:: WHAT TO DO ::
A single number is wanted: how many lines of the records below contain the word "graph".

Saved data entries
%%
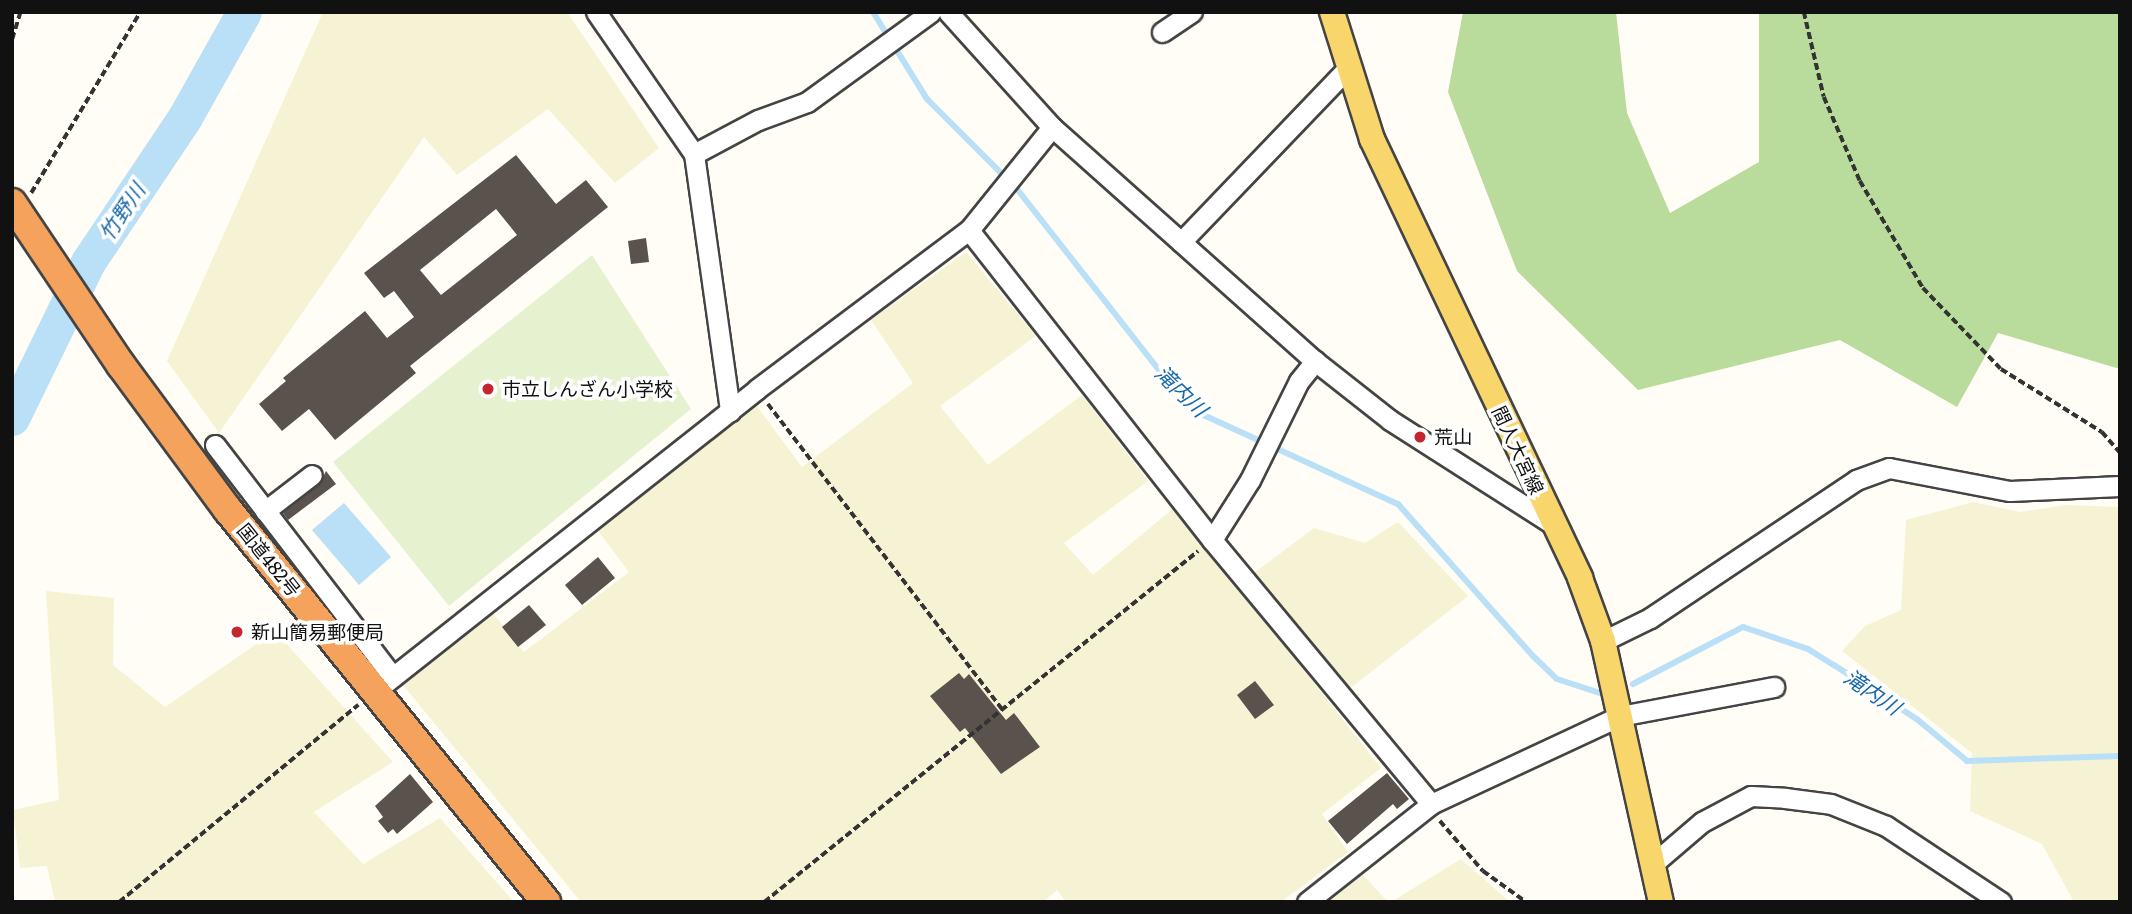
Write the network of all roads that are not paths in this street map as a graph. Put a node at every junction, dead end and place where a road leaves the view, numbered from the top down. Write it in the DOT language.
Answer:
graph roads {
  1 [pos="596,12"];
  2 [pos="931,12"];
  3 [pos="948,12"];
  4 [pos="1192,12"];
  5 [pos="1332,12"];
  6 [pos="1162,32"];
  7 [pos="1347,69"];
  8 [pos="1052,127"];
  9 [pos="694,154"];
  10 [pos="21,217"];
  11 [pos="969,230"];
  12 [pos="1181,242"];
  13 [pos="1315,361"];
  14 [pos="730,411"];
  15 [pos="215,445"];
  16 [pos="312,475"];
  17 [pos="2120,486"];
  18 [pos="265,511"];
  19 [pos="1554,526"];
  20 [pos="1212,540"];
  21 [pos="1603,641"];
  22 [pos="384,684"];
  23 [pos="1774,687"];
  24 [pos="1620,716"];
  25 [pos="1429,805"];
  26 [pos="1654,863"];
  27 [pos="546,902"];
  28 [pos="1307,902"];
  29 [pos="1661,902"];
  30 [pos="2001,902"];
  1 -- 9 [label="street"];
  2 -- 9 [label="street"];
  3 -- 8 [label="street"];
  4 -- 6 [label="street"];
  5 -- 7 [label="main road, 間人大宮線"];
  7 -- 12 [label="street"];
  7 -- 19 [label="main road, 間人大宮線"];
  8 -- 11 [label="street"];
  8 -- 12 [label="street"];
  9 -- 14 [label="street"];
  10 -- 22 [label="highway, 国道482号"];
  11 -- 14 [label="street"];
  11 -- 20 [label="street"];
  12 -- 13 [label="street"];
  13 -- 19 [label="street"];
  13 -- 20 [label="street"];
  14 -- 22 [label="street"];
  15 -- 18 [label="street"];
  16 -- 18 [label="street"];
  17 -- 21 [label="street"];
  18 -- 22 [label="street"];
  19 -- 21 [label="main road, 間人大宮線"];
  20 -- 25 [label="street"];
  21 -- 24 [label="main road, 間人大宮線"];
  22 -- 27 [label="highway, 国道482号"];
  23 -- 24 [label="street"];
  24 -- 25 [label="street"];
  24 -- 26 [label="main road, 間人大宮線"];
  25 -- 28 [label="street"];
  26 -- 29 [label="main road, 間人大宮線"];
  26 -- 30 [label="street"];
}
%%
:: ANSWER SPACE ::
2